Thursday, 9 January 2014

Cleaning the Workspace

I have a habit - I like a clean workspace. No, I don’t mean my office desk or worktop in the kitchen but the workspace where I make my code changes. In ClearCase it was called a view and in Subversion the working copy, i.e. the place where you edit your code, merge, build it, run tests, etc.

Whilst I’m making the edits I don’t mind what state it’s in. But, when it comes time to integrate my colleague’s changes - merge, build and run the smoke tests before committing my own - I want the workspace spotless. I don’t want to see any residual files or folders lying around that might have the effect of tainting the codebase and giving me that “well, it works on my machine” excuse. When I’ve pushed my changes I fully expect the build machine to remain green and my colleagues to suffer no unnecessary interruption.

Back at the start of last year I wrote a post called “Layered Builds” that had the following outline of what I’d expect a Continuous Integration process to use:-

“For repeatable builds you need to start with a clean slate. If you can afford to that would be to start from an empty folder and pull the entire source tree from the version control system (VCS). However, if you’re using something like ClearCase with snapshot views, that could take longer than the build itself! The alternative is to write a “clean” script that runs through the source tree deleting every file not contained in the VCS repo, such as the .obj, .pdb, .exe, etc. files. Naturally you have to be careful with what you delete, but at least you have the VCS repo as a backup whilst you develop it.”

This “clean script” that I’m referring to is nothing more than a batch file that does a bunch of deletes of files and folders, e.g.

del /s *.ncb 2> nul
del /s *.obj 2> nul
del /s *.pdb 2> nul
. . .
for /d /r %d in (obj) do rmdir %d 2> nul
for /d /r %d in (bin) do rmdir %d 2> nul

For a more concrete example look at the script contained in my Build Scripts (or directly on GitHub).

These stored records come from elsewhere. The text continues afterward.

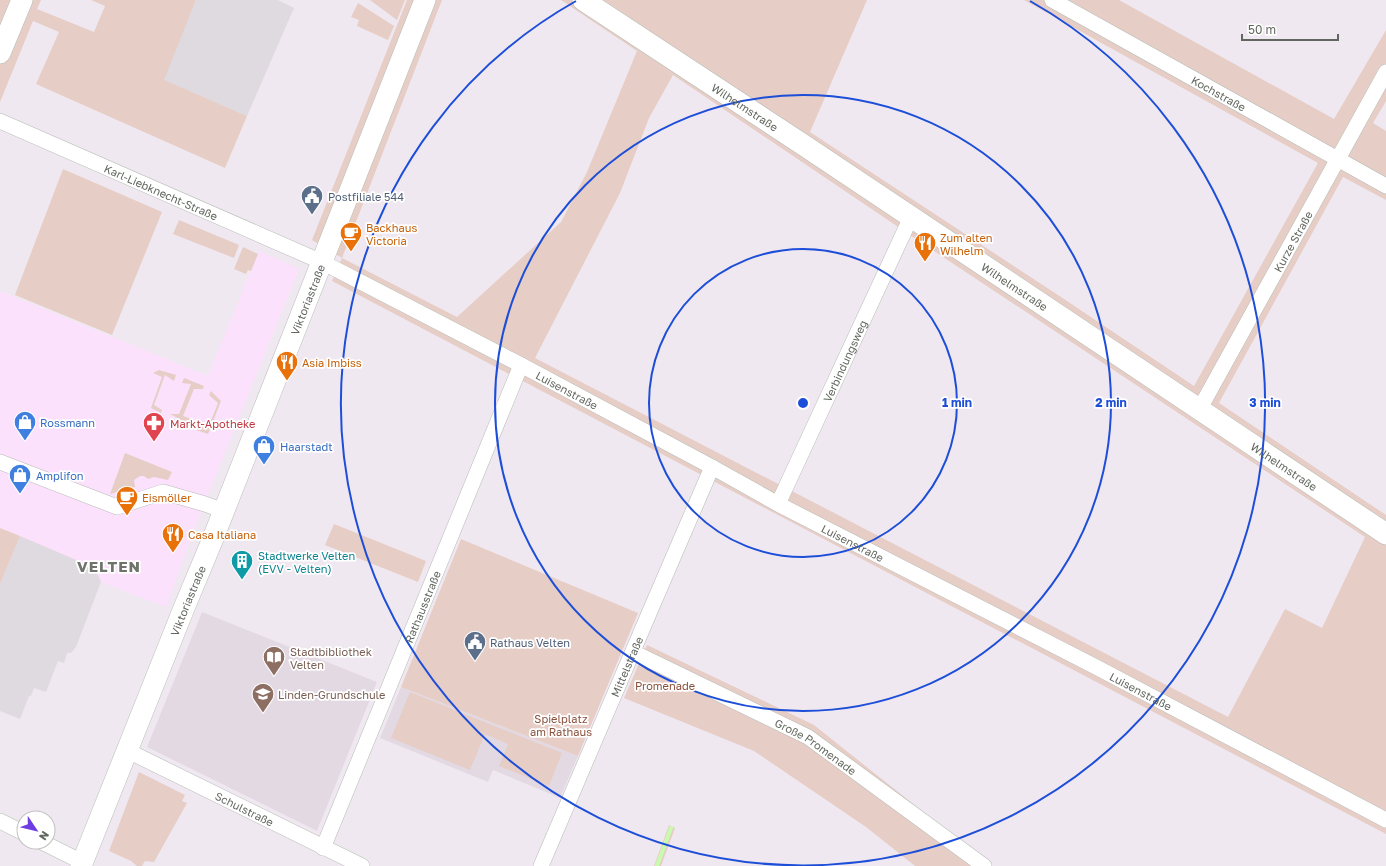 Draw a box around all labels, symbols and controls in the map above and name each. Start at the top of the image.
scale bar [1242,16,1338,42]
text: 50 m [1248,22,1276,37]
street label: Kochstraße [1189,73,1248,113]
street label: Wilhelmstraße [709,80,781,133]
street label: Karl-Liebknecht-Straße [103,161,220,222]
public building icon: Postfiliale 544 [299,183,325,216]
place label: Postfiliale 544 [328,190,404,203]
street label: Kurze Straße [1270,208,1314,274]
cafe icon: Backhaus Victoria [338,220,364,253]
place label: Backhaus Victoria [366,221,417,247]
restaurant icon: Zum alten Wilhelm [912,230,938,263]
place label: Zum alten Wilhelm [940,231,993,257]
street label: Wilhelmstraße [979,259,1050,313]
street label: Viktoriastraße [287,262,327,337]
street label: Verbindungsweg [820,318,869,404]
restaurant icon: Asia Imbiss [274,349,300,382]
place label: Asia Imbiss [302,356,362,369]
street label: Luisenstraße [534,368,600,411]
text: 1 min [942,395,972,410]
text: 2 min [1095,395,1127,410]
text: 3 min [1249,395,1281,410]
centre of rings [796,396,810,410]
shop icon: Rossmann [12,409,38,442]
pharmacy icon: Markt-Apotheke [141,410,167,443]
place label: Rossmann [40,416,95,429]
place label: Markt-Apotheke [170,417,255,430]
shop icon: Haarstadt [251,433,277,466]
street label: Wilhelmstraße [1249,439,1320,493]
place label: Haarstadt [280,440,333,453]
shop icon: Amplifon [7,462,33,495]
place label: Amplifon [36,469,84,482]
cafe icon: Eismöller [114,484,140,517]
place label: Eismöller [142,491,192,504]
restaurant icon: Casa Italiana [160,521,186,554]
street label: Luisenstraße [820,521,886,564]
place label: Casa Italiana [188,528,256,541]
building icon: Stadtwerke Velten (EVV - Velten) [229,548,255,581]
place label: Stadtwerke Velten (EVV - Velten) [258,549,355,575]
district label: VELTEN [77,557,141,575]
street label: Viktoriastraße [167,563,208,637]
street label: Rathausstraße [401,569,443,645]
public building icon: Rathaus Velten [462,629,488,662]
street label: Mittelstraße [607,634,645,699]
place label: Rathaus Velten [490,636,570,649]
library icon: Stadtbibliothek Velten [261,644,287,677]
place label: Stadtbibliothek Velten [290,645,372,671]
street label: Luisenstraße [1108,669,1174,712]
park label: Promenade [635,679,695,692]
school or university icon: Linden-Grundschule [250,681,276,714]
place label: Linden-Grundschule [278,688,385,701]
park label: Spielplatz am Rathaus [530,712,592,738]
street label: Große Promenade [773,716,859,777]
street label: Schulstraße [213,789,276,828]
north arrow [16,810,56,850]
text: N [37,829,52,843]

Note that whilst I might do a recursive delete (del /s) of a build artefact like a .obj file, I almost never do a recursive delete of the artefact folders. This ensures I only clean up the actual build output and not any log files, batch files, test results or other stuff I might have created as part of my ongoing changes.

Build Detritus

My current project uses Jenkins and MSBuild, neither of which I’d used before, so someone else set up the skeleton of the build. Although the initial steps blew away the output folders, anyone who has ever used Visual Studio will know that its idea of “clean” falls way short of “spotless”. It caches a lot of data such as metadata like the .ncb files that Visual C++ uses for IntelliSense, intermediate build data like the header files generated via the #import statement right up to entire 3rd party packages pulled from NuGet. None of this stuff gets blown away if you do a “Clean Solution” from Visual Studio.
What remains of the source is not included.